La Iglesia, que nutre su experiencia a la luz del evangelio, nos ha enseñado que cada acontecimiento -sea feliz o triste- debe ser leído e interpretado para el crecimiento de nuestra fe y para que nuestros pasos siempre estén en una búsqueda constante de Dios. Así las cosas, no podemos dejar pasar ni un solo detalle de lo que acontece en nuestra vida diaria, puesto que, en la experiencia humana que se hilvana entre lágrimas y sonrisas, el gran amor de Dios hacia todos nosotros se nos revela.
Desterrando toda actitud pesimista o fatalista, nos damos cuenta -especialmente con el último fenómeno natural acontecido en nuestra ciudad- cómo la vida puede cambiar en un instante y, al mismo tiempo, como nuestra poca fe puede conducirnos al caos y la desesperación. ¿Qué decir frente a este hecho? ¿Cómo asumir esta situación?
Si bien es cierto que fue un momento de tensión, donde sólo los que lo vivieron expresan, entre lágrimas y nerviosismo, un "¡gracias, Señor!", también es cierto que las manifestaciones de apoyo, generosidad y solidaridad no se hicieron esperar, y lo más importante de todo es que a pesar de ver tantas construcciones averiadas y prácticamente destruidas, no hubo pérdidas humanas. ¡Esto es un milagro de Dios!
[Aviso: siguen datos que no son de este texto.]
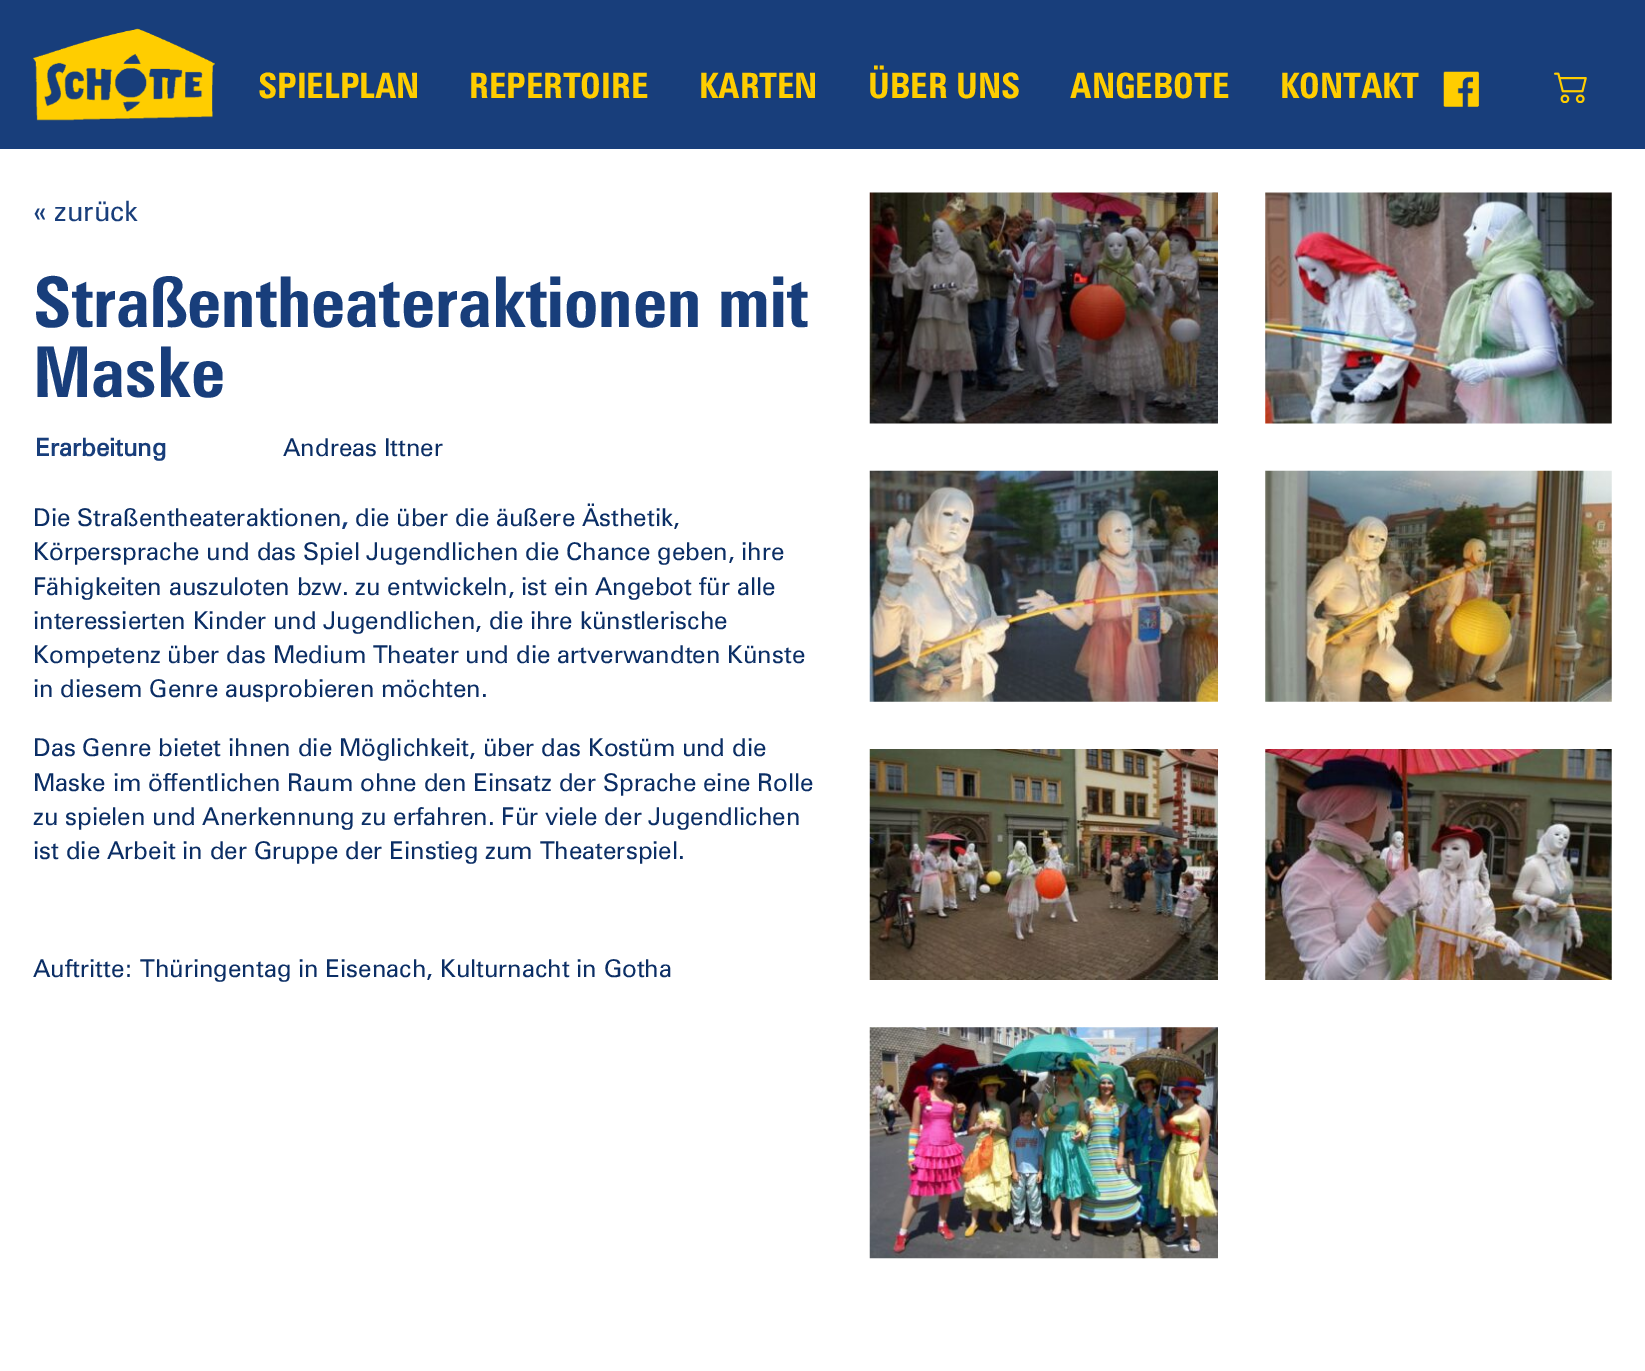 %!PS
<< /PageSize [1645 1371] >> setpagedevice
/co { dup -16 bitshift 255 div exch dup -8 bitshift 255 and 255 div exch 255 and 255 div setrgbcolor } def
/fn { [ exch dup neg 0 0 3 -1 roll 0 0 ] selectfont } def
/tx { co fn moveto show } def
/bx { co rectfill } def
/im { 5 dict begin { /h /w /y /x /name } { exch def } forall
  gsave x y translate w h scale
  w h 8 [w 0 0 h 0 0] name (r) file false 3 colorimage grestore end } def
0 1371 translate 1 -1 scale
4 setmiterlimit
0 0 1645 1371 16#FFFFFF bx
0 0 1645 149 16#183E7B bx
(media/1.raw) 33 28 182 93 im
(media/2.raw) 1443 71 36 36 im
(media/3.raw) 1554 72 33 31 im
(media/4.raw) 869 192 349 232 im
(media/5.raw) 1265 192 347 232 im
(media/6.raw) 869 470 349 232 im
(media/7.raw) 1265 470 347 232 im
(media/8.raw) 869 749 349 231 im
(media/9.raw) 1265 749 347 231 im
(media/10.raw) 869 1027 349 232 im
(SPIELPLAN) 258 98 /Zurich-Bold 35 16#FFCD00 tx
(REPERTOIRE) 469 98 /Zurich-Bold 35 16#FFCD00 tx
(KARTEN) 699 98 /Zurich-Bold 35 16#FFCD00 tx
(ÜBER UNS) 868 98 /Zurich-Bold 35 16#FFCD00 tx
(ANGEBOTE) 1070 98 /Zurich-Bold 35 16#FFCD00 tx
(KONTAKT) 1280 98 /Zurich-Bold 35 16#FFCD00 tx
(« zurück) 33 221 /Zurich-Regular 28 16#183E7B tx
(Straßentheateraktionen mit) 33 327 /Zurich-Bold 70 16#183E7B tx
(Maske) 33 397 /Zurich-Bold 70 16#183E7B tx
(Erarbeitung) 35 456 /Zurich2-Bold 24.5 16#183E7B tx
(Andreas Ittner) 283 456 /Zurich-Regular 24.5 16#0B2E65 tx
(Die Straßentheateraktionen) 33 526 /Zurich-Regular 24.5 16#0B2E65 tx
(,) 341 526 /Zurich2-Bold 24.5 16#183E7B tx
(die über die äußere Ästhetik,) 355 526 /Zurich-Regular 24.5 16#0B2E65 tx
(Körpersprache und das Spiel Jugendlichen die Chance geben, ihre) 33 560 /Zurich-Regular 24.5 16#0B2E65 tx
(Fähigkeiten auszuloten bzw. zu entwickeln, ist ein Angebot für alle) 33 595 /Zurich-Regular 24.5 16#0B2E65 tx
(interessierten Kinder und Jugendlichen, die ihre künstlerische) 33 629 /Zurich-Regular 24.5 16#0B2E65 tx
(Kompetenz über das Medium Theater und die artverwandten Künste) 33 663 /Zurich-Regular 24.5 16#0B2E65 tx
(in diesem Genre ausprobieren möchten.) 33 697 /Zurich-Regular 24.5 16#0B2E65 tx
(Das Genre bietet ihnen die Möglichkeit, über das Kostüm und die) 33 756 /Zurich-Regular 24.5 16#0B2E65 tx
(Maske im öffentlichen Raum ohne den Einsatz der Sprache eine Rolle) 33 791 /Zurich-Regular 24.5 16#0B2E65 tx
(zu spielen und Anerkennung zu erfahren. Für viele der Jugendlichen) 33 825 /Zurich-Regular 24.5 16#0B2E65 tx
(ist die Arbeit in der Gruppe der Einstieg zum Theaterspiel.) 33 859 /Zurich-Regular 24.5 16#0B2E65 tx
(Auftritte: Thüringentag in Eisenach, Kulturnacht in Gotha) 33 977 /Zurich-Regular 24.5 16#0B2E65 tx
showpage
Este acontecimiento no puede interpretarse como castigo o una manifestación de la ira de Dios; si así fuera, si el Señor tuviera cuenta de nuestros delitos, ¿quién podría salvarse? Por otro lado, nos queda la fuerza que una experiencia como esta deja en el corazón. Por increíble que suene, son los momentos más duros, las situaciones más difíciles las que nos hacen más fuertes. En medio de nuestra debilidad Dios manifiesta su poder.